Just a quick Rueckblick (backwards glance) to when I lived
in Munich in the mid 1970s. I lived on the second floor of an Altbauhaus (old
building) – presumably meaning a building that had survived the bombings of the
final years of the Second World War. The apartment had two windows looking out
onto Klenzestrasse, the living room and the window of my room. The bathroom,
where there was a wood burner to heat up the bathwater, had no window. The
window of Nina’s room and that of the kitchen looked out onto the central
courtyard (Innenhof). But I don’t think we could see into the windows of other
apartments. The Innenhof stored the garbage and recycling bins (I think they
already had recycling in Germany in the 70s). You entered the building through
a large, wooden door, very heavy to push open. Only residents had a key, and
visitors had to ring the bell of the apartment they wanted to visit and then
the apartment dweller would push a button and the large heavy door would click
open for a few seconds. Upon entry, you would come into a dark passageway where
the letterboxes were on the left hand side, with the tenants names on each (how
did the postman access them?) and to the right was the stairway. At the front
of the building, the concierge would have had a small apartment in days gone
past, but I don’t remember a concierge being there. If you have seen the film
of Bernhard Schlink’s “The Reader”, you will have the general idea of what the
entrance to the apartment building looked like.

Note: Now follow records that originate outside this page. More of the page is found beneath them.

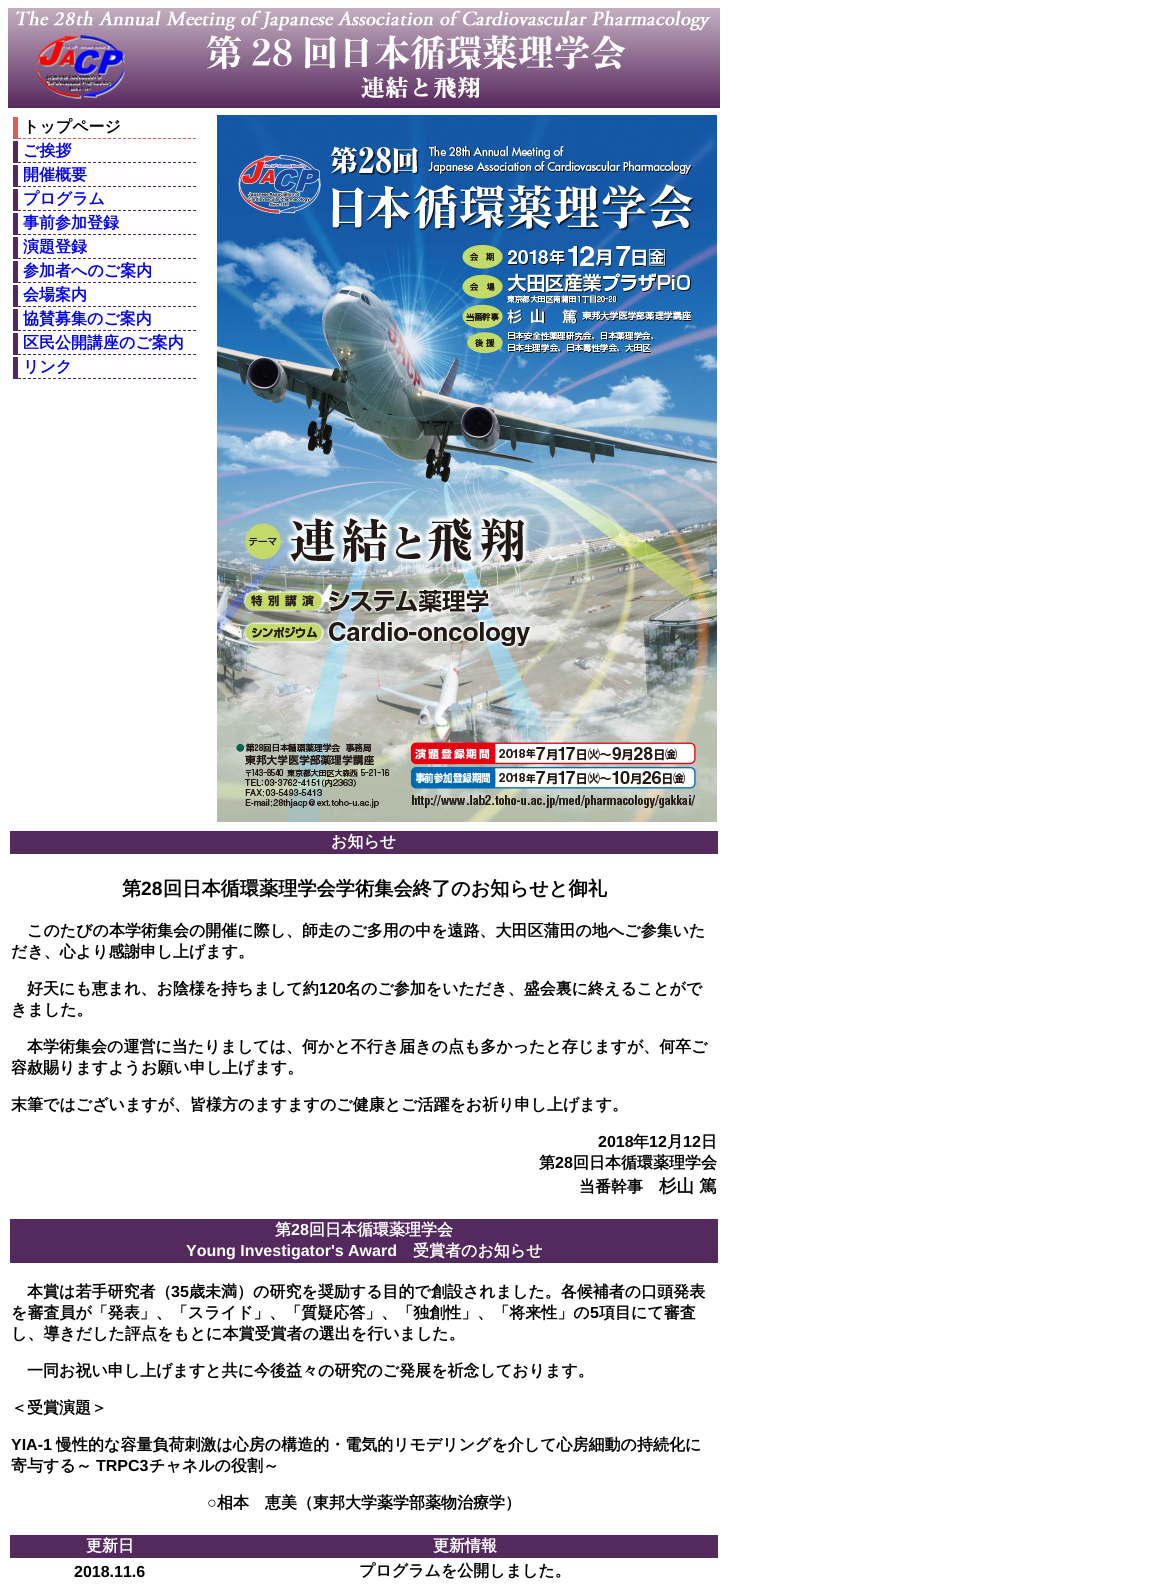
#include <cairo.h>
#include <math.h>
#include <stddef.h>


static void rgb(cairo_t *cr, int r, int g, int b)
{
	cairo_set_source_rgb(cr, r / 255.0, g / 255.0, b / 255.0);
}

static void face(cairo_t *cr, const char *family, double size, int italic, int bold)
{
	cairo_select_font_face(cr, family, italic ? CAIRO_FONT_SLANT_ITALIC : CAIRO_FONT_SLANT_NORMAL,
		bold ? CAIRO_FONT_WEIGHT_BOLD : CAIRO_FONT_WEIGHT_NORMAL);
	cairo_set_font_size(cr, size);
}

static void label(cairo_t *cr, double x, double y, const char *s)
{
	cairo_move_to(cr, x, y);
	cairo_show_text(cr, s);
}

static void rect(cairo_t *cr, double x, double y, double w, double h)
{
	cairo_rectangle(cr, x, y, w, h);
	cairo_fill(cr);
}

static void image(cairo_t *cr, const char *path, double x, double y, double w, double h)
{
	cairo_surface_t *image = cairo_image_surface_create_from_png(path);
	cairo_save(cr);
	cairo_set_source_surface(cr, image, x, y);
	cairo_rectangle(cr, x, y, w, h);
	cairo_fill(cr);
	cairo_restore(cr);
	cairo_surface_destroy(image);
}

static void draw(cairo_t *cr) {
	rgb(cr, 255, 255, 255);
	cairo_paint(cr);
	image(cr, "image0.png", 8, 8, 712, 100);
	cairo_new_path(cr);
	cairo_move_to(cr, 13, 138.5);
	cairo_line_to(cr, 196, 138.5);
	rgb(cr, 219, 92, 91);
	cairo_set_line_width(cr, 1);
	cairo_set_dash(cr, (double[]){3, 2}, 2, 0);
	cairo_stroke(cr);
	rect(cr, 13, 117, 5, 22);
	face(cr, "WenQuanYi Zen Hei", 16, 0, 1);
	rgb(cr, 0, 0, 0);
	label(cr, 23, 132, "トップページ");
	cairo_new_path(cr);
	cairo_move_to(cr, 13, 162.5);
	cairo_line_to(cr, 196, 162.5);
	rgb(cr, 83, 41, 94);
	cairo_stroke(cr);
	rect(cr, 13, 141, 5, 22);
	rgb(cr, 0, 0, 238);
	label(cr, 23, 156, "ご挨拶");
	cairo_new_path(cr);
	cairo_move_to(cr, 13, 186.5);
	cairo_line_to(cr, 196, 186.5);
	rgb(cr, 83, 41, 94);
	cairo_stroke(cr);
	rect(cr, 13, 165, 5, 22);
	rgb(cr, 0, 0, 238);
	label(cr, 23, 180, "開催概要");
	cairo_new_path(cr);
	cairo_move_to(cr, 13, 210.5);
	cairo_line_to(cr, 196, 210.5);
	rgb(cr, 83, 41, 94);
	cairo_stroke(cr);
	rect(cr, 13, 189, 5, 22);
	rgb(cr, 0, 0, 238);
	label(cr, 23, 204, "プログラム");
	cairo_new_path(cr);
	cairo_move_to(cr, 13, 234.5);
	cairo_line_to(cr, 196, 234.5);
	rgb(cr, 83, 41, 94);
	cairo_stroke(cr);
	rect(cr, 13, 213, 5, 22);
	rgb(cr, 0, 0, 238);
	label(cr, 23, 228, "事前参加登録");
	cairo_new_path(cr);
	cairo_move_to(cr, 13, 258.5);
	cairo_line_to(cr, 196, 258.5);
	rgb(cr, 83, 41, 94);
	cairo_stroke(cr);
	rect(cr, 13, 237, 5, 22);
	rgb(cr, 0, 0, 238);
	label(cr, 23, 252, "演題登録");
	cairo_new_path(cr);
	cairo_move_to(cr, 13, 282.5);
	cairo_line_to(cr, 196, 282.5);
	rgb(cr, 83, 41, 94);
	cairo_stroke(cr);
	rect(cr, 13, 261, 5, 22);
	rgb(cr, 0, 0, 238);
	label(cr, 23, 276, "参加者へのご案内");
	cairo_new_path(cr);
	cairo_move_to(cr, 13, 306.5);
	cairo_line_to(cr, 196, 306.5);
	rgb(cr, 83, 41, 94);
	cairo_stroke(cr);
	rect(cr, 13, 285, 5, 22);
	rgb(cr, 0, 0, 238);
	label(cr, 23, 300, "会場案内");
	cairo_new_path(cr);
	cairo_move_to(cr, 13, 330.5);
	cairo_line_to(cr, 196, 330.5);
	rgb(cr, 83, 41, 94);
	cairo_stroke(cr);
	rect(cr, 13, 309, 5, 22);
	rgb(cr, 0, 0, 238);
	label(cr, 23, 324, "協賛募集のご案内");
	cairo_new_path(cr);
	cairo_move_to(cr, 13, 354.5);
	cairo_line_to(cr, 196, 354.5);
	rgb(cr, 83, 41, 94);
	cairo_stroke(cr);
	rect(cr, 13, 333, 5, 22);
	rgb(cr, 0, 0, 238);
	label(cr, 23, 348, "区民公開講座のご案内");
	cairo_new_path(cr);
	cairo_move_to(cr, 13, 378.5);
	cairo_line_to(cr, 196, 378.5);
	rgb(cr, 83, 41, 94);
	cairo_stroke(cr);
	rect(cr, 13, 357, 5, 22);
	rgb(cr, 0, 0, 238);
	label(cr, 23, 372, "リンク");
	image(cr, "image1.png", 217, 115, 500, 707);
	rgb(cr, 83, 41, 94);
	rect(cr, 10, 831, 708, 23);
	rgb(cr, 255, 255, 255);
	label(cr, 331, 847, "お知らせ");
	face(cr, "WenQuanYi Zen Hei", 19.2, 0, 1);
	rgb(cr, 0, 0, 0);
	label(cr, 122, 895, "第");
	face(cr, "Liberation Sans", 19.2, 0, 1);
	label(cr, 141, 895, "28");
	face(cr, "WenQuanYi Zen Hei", 19.2, 0, 1);
	label(cr, 163, 895, "回日本循環薬理学会学術集会終了のお知らせと御礼");
	face(cr, "WenQuanYi Zen Hei", 16, 0, 1);
	label(cr, 27, 936, "このたびの本学術集会の開催に際し、師走のご多用の中を遠路、大田区蒲田の地へご参集いた");
	label(cr, 11, 957, "だき、心より感謝申し上げます。");
	label(cr, 27, 994, "好天にも恵まれ、お陰様を持ちまして約");
	face(cr, "Liberation Sans", 16, 0, 1);
	label(cr, 319, 994, "120");
	face(cr, "WenQuanYi Zen Hei", 16, 0, 1);
	label(cr, 345, 994, "名のご参加をいただき、盛会裏に終えることがで");
	label(cr, 11, 1015, "きました。");
	label(cr, 27, 1052, "本学術集会の運営に当たりましては、何かと不行き届きの点も多かったと存じますが、何卒ご");
	label(cr, 11, 1073, "容赦賜りますようお願い申し上げます。");
	label(cr, 11, 1110, "末筆ではございますが、皆様方のますますのご健康とご活躍をお祈り申し上げます。");
	face(cr, "Liberation Sans", 16, 0, 1);
	label(cr, 598, 1147, "2018");
	face(cr, "WenQuanYi Zen Hei", 16, 0, 1);
	label(cr, 633, 1147, "年");
	face(cr, "Liberation Sans", 16, 0, 1);
	label(cr, 649, 1147, "12");
	face(cr, "WenQuanYi Zen Hei", 16, 0, 1);
	label(cr, 667, 1147, "月");
	face(cr, "Liberation Sans", 16, 0, 1);
	label(cr, 683, 1147, "12");
	face(cr, "WenQuanYi Zen Hei", 16, 0, 1);
	label(cr, 701, 1147, "日");
	label(cr, 539, 1168, "第");
	face(cr, "Liberation Sans", 16, 0, 1);
	label(cr, 555, 1168, "28");
	face(cr, "WenQuanYi Zen Hei", 16, 0, 1);
	label(cr, 573, 1168, "回日本循環薬理学会");
	label(cr, 579, 1192, "当番幹事");
	face(cr, "WenQuanYi Zen Hei", 17.5, 0, 1);
	label(cr, 659, 1192, "杉山 篤");
	rgb(cr, 83, 41, 94);
	rect(cr, 10, 1219, 708, 44);
	face(cr, "WenQuanYi Zen Hei", 16, 0, 1);
	rgb(cr, 255, 255, 255);
	label(cr, 275, 1235, "第");
	face(cr, "Liberation Sans", 16, 0, 1);
	label(cr, 291, 1235, "28");
	face(cr, "WenQuanYi Zen Hei", 16, 0, 1);
	label(cr, 309, 1235, "回日本循環薬理学会");
	face(cr, "Liberation Sans", 16, 0, 1);
	label(cr, 186, 1256, "Young Investigator's Award");
	face(cr, "WenQuanYi Zen Hei", 16, 0, 1);
	label(cr, 413, 1256, "受賞者のお知らせ");
	rgb(cr, 0, 0, 0);
	label(cr, 27, 1297, "本賞は若手研究者（");
	face(cr, "Liberation Sans", 16, 0, 1);
	label(cr, 171, 1297, "35");
	face(cr, "WenQuanYi Zen Hei", 16, 0, 1);
	label(cr, 189, 1297, "歳未満）の研究を奨励する目的で創設されました。各候補者の口頭発表");
	label(cr, 11, 1318, "を審査員が「発表」、「スライド」、「質疑応答」、「独創性」、「将来性」の");
	face(cr, "Liberation Sans", 16, 0, 1);
	label(cr, 590, 1318, "5");
	face(cr, "WenQuanYi Zen Hei", 16, 0, 1);
	label(cr, 599, 1318, "項目にて審査");
	label(cr, 11, 1339, "し、導きだした評点をもとに本賞受賞者の選出を行いました。");
	label(cr, 27, 1376, "一同お祝い申し上げますと共に今後益々の研究のご発展を祈念しております。");
	label(cr, 11, 1413, "＜受賞演題＞");
	face(cr, "Liberation Sans", 16, 0, 1);
	label(cr, 11, 1450, "YIA-1");
	face(cr, "WenQuanYi Zen Hei", 16, 0, 1);
	label(cr, 56, 1450, "慢性的な容量負荷刺激は心房の構造的・電気的リモデリングを介して心房細動の持続化に");
	label(cr, 11, 1471, "寄与する～");
	face(cr, "Liberation Sans", 16, 0, 1);
	label(cr, 96, 1471, "TRPC3");
	face(cr, "WenQuanYi Zen Hei", 16, 0, 1);
	label(cr, 149, 1471, "チャネルの役割～");
	face(cr, "Liberation Sans", 16, 0, 1);
	label(cr, 207, 1508, "○");
	face(cr, "WenQuanYi Zen Hei", 16, 0, 1);
	label(cr, 217, 1508, "相本　恵美（東邦大学薬学部薬物治療学）");
	rgb(cr, 83, 41, 94);
	rect(cr, 10, 1535, 708, 23);
	rgb(cr, 255, 255, 255);
	label(cr, 86, 1551, "更新日");
	label(cr, 433, 1551, "更新情報");
	face(cr, "Liberation Sans", 16, 0, 1);
	rgb(cr, 0, 0, 0);
	label(cr, 74, 1577, "2018.11.6");
	face(cr, "WenQuanYi Zen Hei", 16, 0, 1);
	label(cr, 359, 1576, "プログラムを公開しました。");
}

int main(void) {
	cairo_surface_t *surface = cairo_image_surface_create(CAIRO_FORMAT_RGB24, 1153, 1584);
	cairo_t *cr = cairo_create(surface);
	cairo_font_options_t *options = cairo_font_options_create();
	cairo_font_options_set_hint_metrics(options, CAIRO_HINT_METRICS_OFF);
	cairo_font_options_set_hint_style(options, CAIRO_HINT_STYLE_NONE);
	cairo_set_font_options(cr, options);
	cairo_set_miter_limit(cr, 4);
	draw(cr);
	cairo_surface_write_to_png(surface, "render.png");
	cairo_font_options_destroy(options);
	cairo_destroy(cr);
	cairo_surface_destroy(surface);
	return 0;
}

But here, in this 1930s apartment block in Brunswick, we can
see into some windows of the apartment block next door. Recently, a young lady
has moved into the apartment across from our living room window. And because
she often wishes to enjoy daylight, she does not always lower her venetian
blinds. She has very tidy room, with her laptop and bookshelf and bed. I wish I
could wave to her and introduce myself to her. I feel I could be a friend, an
auntie figure, to her. I feel like putting a sign up in my window “here’s
looking at you, kid”. She might not appreciate the humour. But she never looks
across to our window.
So I now know that the premise on which Rear Window, that
quite ridiculous Hitchcock movie, was made, is plausible. Myself, I like to
know who is living around me. The flat
next to ours in our block houses the wonderful family with the two little
girls. We had a family outing to the Show with them last year and I love
chatting with them. Vincent has an occasional drink with their dad. Downstairs
are the young couple who recently got married. It is lovely to see their
tenderness and love towards one another and it infuses our whole environment
with happiness. But the other downstairs flat is a complete mystery. I have
only seen the inhabitant once or twice and she keeps completely to herself,
never using our Innenhof, the clotheslines, the carports, the herb garden or
the garbage bins. She did not come to our very happy block BBQ after Christmas. The Japanese lady from the next door block did come. We hear the Buddhist chants from her flat regularly, it is magical.
Living in an apartment block is experiencing a strange
combination of the shared and the secret.